Exercise goal:
Tally up how many lines in the listing below contain the string "ポレポレ通り", and give only the total.

** Opening Provided records block **

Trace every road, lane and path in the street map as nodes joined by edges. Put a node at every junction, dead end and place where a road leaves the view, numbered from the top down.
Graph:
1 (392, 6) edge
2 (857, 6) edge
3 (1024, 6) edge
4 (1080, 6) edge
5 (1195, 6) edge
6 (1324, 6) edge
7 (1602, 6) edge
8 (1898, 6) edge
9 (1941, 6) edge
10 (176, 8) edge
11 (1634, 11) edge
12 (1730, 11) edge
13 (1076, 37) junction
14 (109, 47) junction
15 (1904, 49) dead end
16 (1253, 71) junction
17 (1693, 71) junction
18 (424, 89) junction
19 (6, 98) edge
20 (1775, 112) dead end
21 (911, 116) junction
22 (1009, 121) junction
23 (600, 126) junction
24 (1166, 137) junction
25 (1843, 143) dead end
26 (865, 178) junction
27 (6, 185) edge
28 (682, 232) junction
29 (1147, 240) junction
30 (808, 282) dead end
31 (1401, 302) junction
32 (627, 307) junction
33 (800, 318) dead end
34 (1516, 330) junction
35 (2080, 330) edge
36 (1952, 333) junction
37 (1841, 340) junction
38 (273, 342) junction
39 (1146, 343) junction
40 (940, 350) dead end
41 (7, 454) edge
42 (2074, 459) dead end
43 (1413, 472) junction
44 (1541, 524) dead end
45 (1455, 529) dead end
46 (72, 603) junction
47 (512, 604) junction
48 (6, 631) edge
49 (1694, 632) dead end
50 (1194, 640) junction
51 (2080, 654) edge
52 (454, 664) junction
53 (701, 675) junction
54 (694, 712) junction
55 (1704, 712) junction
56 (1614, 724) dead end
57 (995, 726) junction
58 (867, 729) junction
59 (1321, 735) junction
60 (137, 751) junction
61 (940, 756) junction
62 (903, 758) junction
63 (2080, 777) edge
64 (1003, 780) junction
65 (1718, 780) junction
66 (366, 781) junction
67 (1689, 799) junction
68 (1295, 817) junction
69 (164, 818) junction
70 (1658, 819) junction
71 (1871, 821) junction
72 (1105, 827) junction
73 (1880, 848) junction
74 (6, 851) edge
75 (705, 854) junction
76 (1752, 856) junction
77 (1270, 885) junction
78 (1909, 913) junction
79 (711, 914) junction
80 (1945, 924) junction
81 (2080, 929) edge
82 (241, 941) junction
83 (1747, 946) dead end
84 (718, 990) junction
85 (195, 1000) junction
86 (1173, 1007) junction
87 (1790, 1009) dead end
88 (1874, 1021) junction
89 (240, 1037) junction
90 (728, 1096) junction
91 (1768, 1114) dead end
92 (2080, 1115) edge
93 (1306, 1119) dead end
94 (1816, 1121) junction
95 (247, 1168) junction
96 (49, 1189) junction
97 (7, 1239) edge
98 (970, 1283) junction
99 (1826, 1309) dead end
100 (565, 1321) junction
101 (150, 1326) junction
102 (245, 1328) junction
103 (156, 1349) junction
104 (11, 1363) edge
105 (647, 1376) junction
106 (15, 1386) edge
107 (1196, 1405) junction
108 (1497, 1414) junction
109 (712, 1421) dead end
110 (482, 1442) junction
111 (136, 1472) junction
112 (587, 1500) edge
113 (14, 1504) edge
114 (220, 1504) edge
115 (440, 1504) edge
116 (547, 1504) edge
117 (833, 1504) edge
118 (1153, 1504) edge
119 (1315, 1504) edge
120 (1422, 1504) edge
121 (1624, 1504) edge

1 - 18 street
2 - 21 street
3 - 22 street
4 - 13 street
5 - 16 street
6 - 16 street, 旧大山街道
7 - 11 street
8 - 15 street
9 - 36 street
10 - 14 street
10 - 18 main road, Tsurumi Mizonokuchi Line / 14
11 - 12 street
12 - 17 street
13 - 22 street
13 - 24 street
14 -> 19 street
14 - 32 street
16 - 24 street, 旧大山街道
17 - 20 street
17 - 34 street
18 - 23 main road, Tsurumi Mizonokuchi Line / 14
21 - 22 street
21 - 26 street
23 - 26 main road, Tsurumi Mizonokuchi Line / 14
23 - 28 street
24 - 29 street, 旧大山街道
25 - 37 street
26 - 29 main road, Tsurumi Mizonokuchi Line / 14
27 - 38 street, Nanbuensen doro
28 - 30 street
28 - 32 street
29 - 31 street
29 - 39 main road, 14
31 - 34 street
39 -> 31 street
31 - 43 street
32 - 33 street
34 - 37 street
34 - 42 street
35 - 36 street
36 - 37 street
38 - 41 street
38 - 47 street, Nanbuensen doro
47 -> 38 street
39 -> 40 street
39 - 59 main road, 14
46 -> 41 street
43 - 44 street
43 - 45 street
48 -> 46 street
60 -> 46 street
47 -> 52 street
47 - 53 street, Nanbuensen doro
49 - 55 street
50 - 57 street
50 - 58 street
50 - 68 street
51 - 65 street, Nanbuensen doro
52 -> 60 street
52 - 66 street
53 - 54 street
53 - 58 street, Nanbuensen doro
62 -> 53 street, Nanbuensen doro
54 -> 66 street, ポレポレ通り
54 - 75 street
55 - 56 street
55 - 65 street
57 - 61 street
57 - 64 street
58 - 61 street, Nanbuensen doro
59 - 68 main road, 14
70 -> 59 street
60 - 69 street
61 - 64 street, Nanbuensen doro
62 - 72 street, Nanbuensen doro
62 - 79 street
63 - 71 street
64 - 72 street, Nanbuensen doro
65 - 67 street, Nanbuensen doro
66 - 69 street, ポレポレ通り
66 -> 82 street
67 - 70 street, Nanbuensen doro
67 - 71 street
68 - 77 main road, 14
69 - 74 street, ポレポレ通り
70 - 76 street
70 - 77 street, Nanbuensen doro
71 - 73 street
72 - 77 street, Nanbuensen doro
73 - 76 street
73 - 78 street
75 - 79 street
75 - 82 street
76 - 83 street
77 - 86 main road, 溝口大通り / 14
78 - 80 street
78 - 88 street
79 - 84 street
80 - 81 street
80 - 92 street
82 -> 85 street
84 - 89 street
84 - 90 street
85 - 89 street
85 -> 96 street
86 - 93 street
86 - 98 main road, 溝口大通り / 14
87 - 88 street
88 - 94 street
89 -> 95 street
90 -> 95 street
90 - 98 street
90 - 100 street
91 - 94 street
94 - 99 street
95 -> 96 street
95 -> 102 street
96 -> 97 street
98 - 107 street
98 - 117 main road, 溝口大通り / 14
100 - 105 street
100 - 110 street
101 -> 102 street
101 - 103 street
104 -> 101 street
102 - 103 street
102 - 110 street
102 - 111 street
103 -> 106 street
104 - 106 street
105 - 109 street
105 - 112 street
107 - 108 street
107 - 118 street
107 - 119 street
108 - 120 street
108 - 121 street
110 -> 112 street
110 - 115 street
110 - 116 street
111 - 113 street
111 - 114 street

** Closing Provided records block **

Reply to the exercise:
3